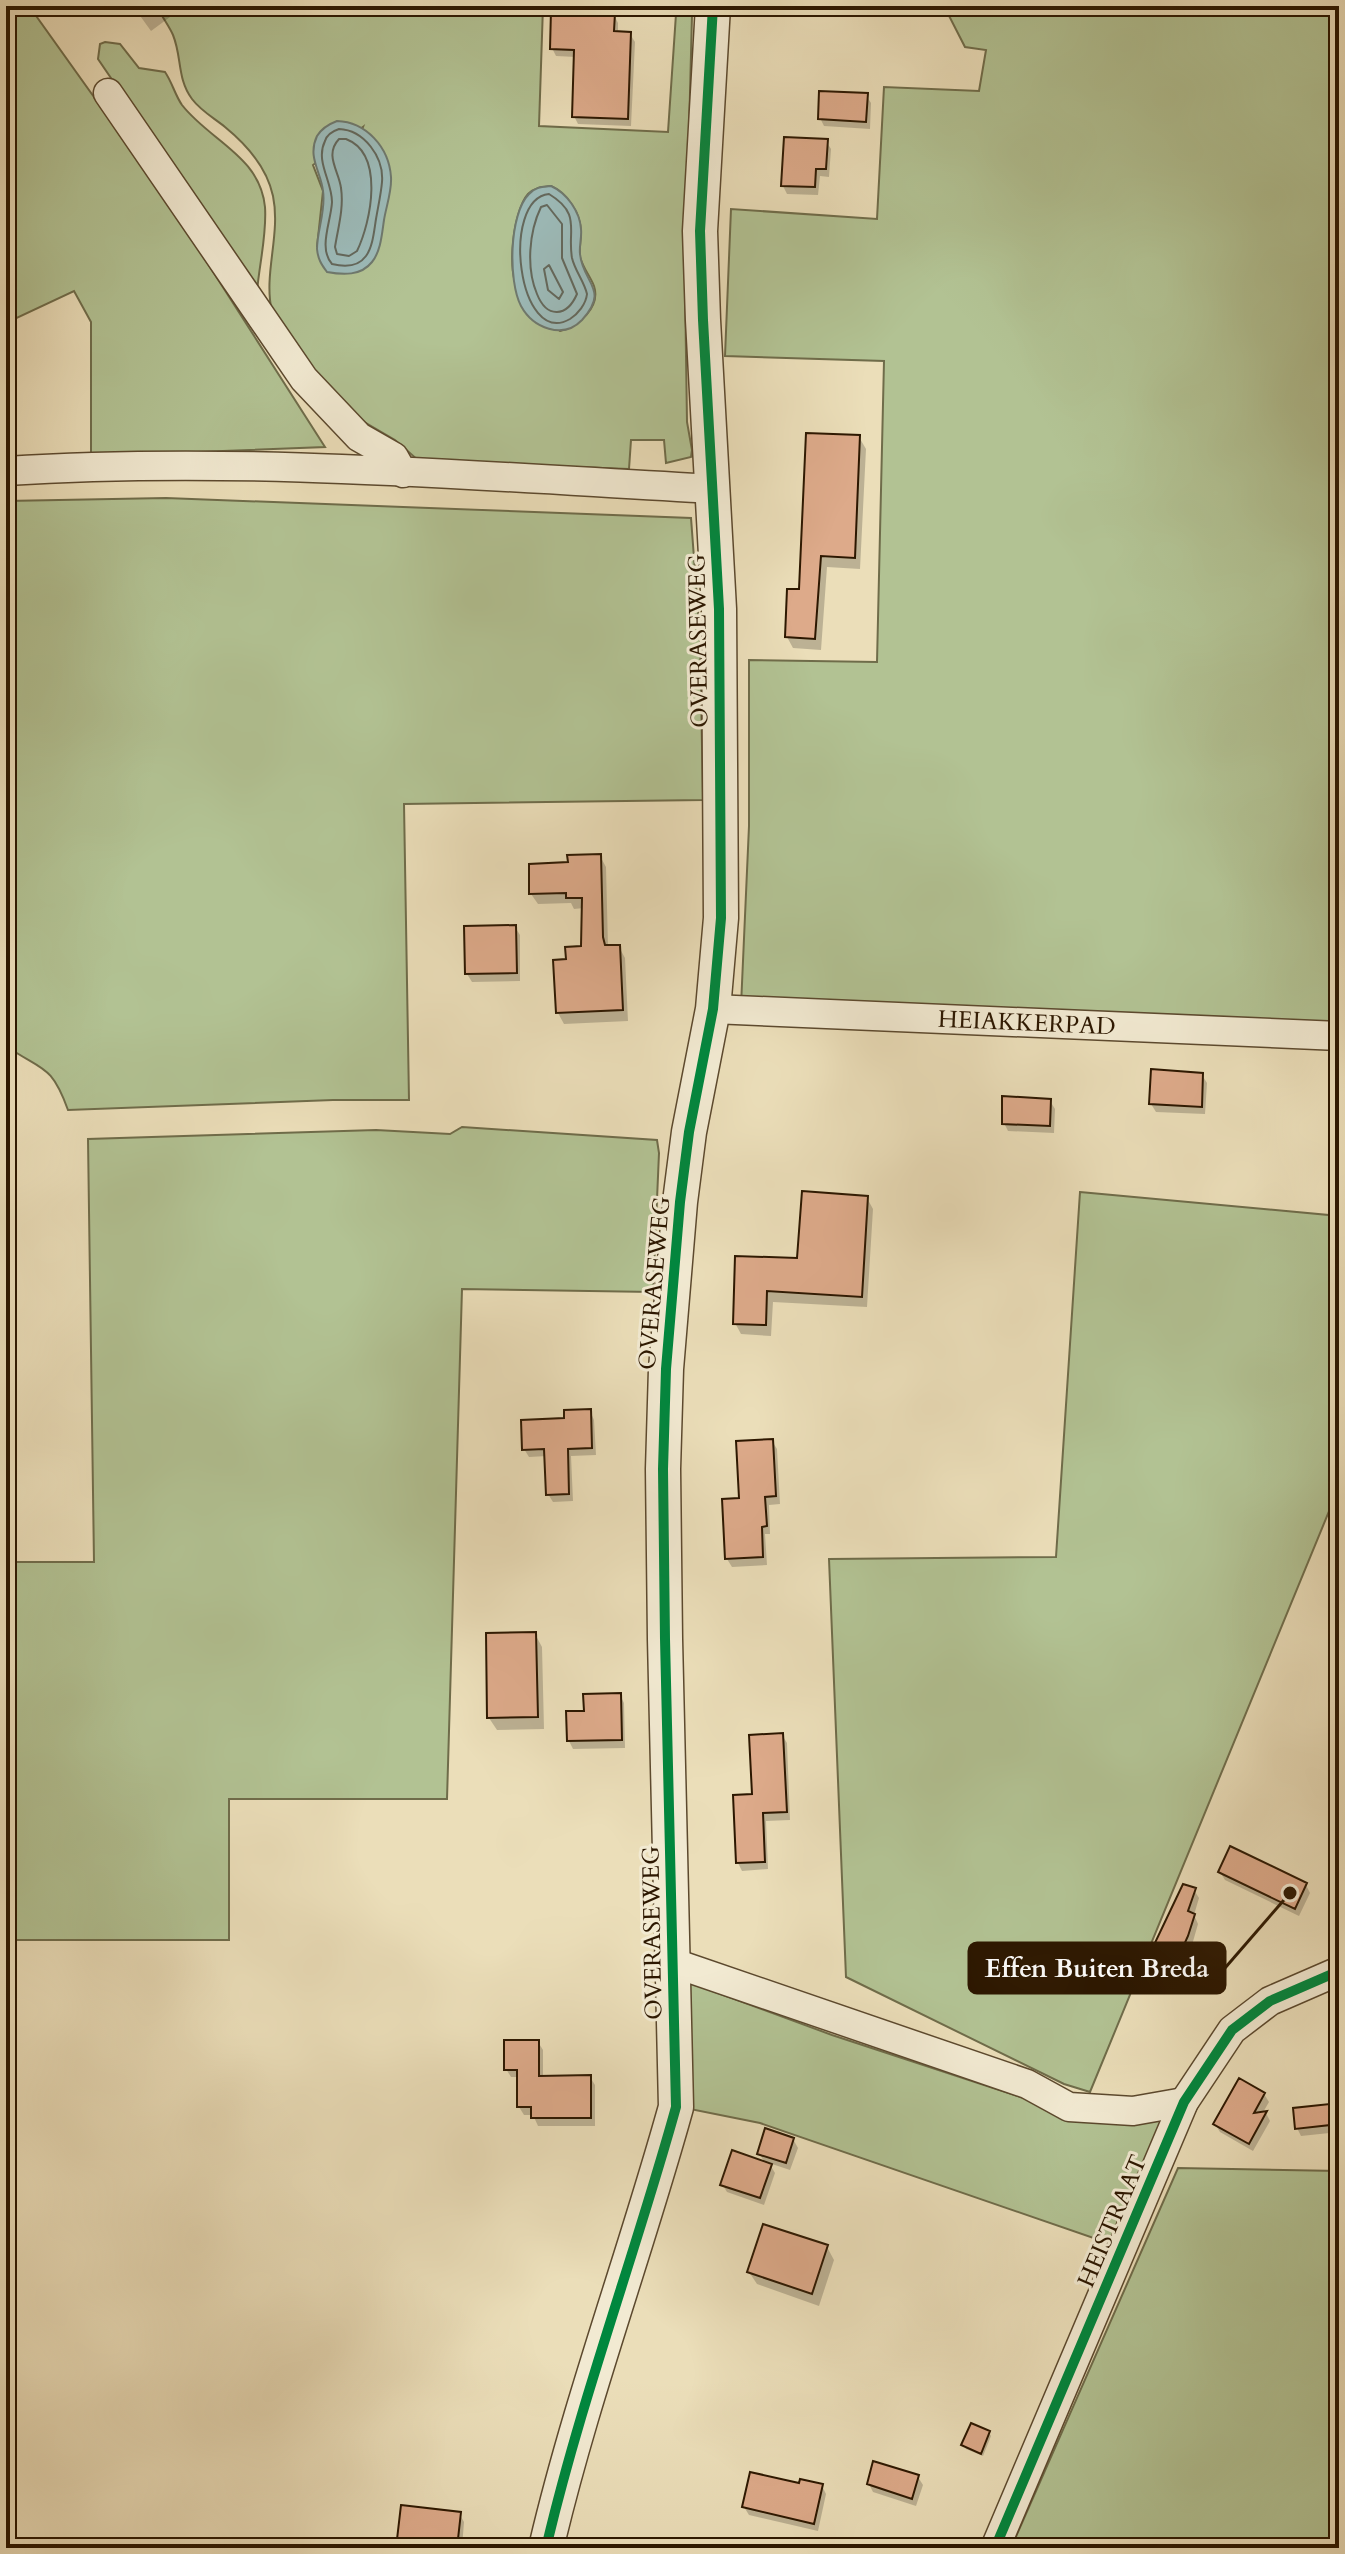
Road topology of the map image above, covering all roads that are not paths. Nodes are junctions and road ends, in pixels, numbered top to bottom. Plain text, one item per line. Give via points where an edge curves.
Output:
1 (713, 6) edge
2 (108, 93) dead end
3 (6, 471) edge
4 (403, 473) junction
5 (713, 489) junction
6 (713, 1009) junction
7 (1339, 1036) edge
8 (674, 1963) junction
9 (1339, 1971) edge
10 (1184, 2102) junction
11 (546, 2548) edge
12 (995, 2548) edge

1 - 5 street, OVERASEWEG via 700,231
2 - 4 street via 304,379 359,437 394,457
3 - 4 street via 175,464
4 - 5 street
5 - 6 street, OVERASEWEG via 721,918
6 - 7 street, HEIAKKERPAD
6 - 8 street, OVERASEWEG via 689,1132 666,1369 665,1639
8 - 10 street via 1027,2084 1069,2107 1133,2111
8 - 11 street, OVERASEWEG via 676,2107 568,2458
9 - 10 street, HEISTRAAT via 1270,2001 1232,2030
10 - 12 street, HEISTRAAT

◇ ◇ ◇ ◇ ◇ ◇ ◇

> [WORK INSTRUCTION]
Return the material exactly as written, except for any pictures it holds.

> [WRITTEN RESPONSE]
Road topology of the map image above, covering all roads that are not paths. Nodes are junctions and road ends, in pixels, numbered top to bottom. Plain text, one item per line. Give via points where an edge curves.
Output:
1 (713, 6) edge
2 (108, 93) dead end
3 (6, 471) edge
4 (403, 473) junction
5 (713, 489) junction
6 (713, 1009) junction
7 (1339, 1036) edge
8 (674, 1963) junction
9 (1339, 1971) edge
10 (1184, 2102) junction
11 (546, 2548) edge
12 (995, 2548) edge

1 - 5 street, OVERASEWEG via 700,231
2 - 4 street via 304,379 359,437 394,457
3 - 4 street via 175,464
4 - 5 street
5 - 6 street, OVERASEWEG via 721,918
6 - 7 street, HEIAKKERPAD
6 - 8 street, OVERASEWEG via 689,1132 666,1369 665,1639
8 - 10 street via 1027,2084 1069,2107 1133,2111
8 - 11 street, OVERASEWEG via 676,2107 568,2458
9 - 10 street, HEISTRAAT via 1270,2001 1232,2030
10 - 12 street, HEISTRAAT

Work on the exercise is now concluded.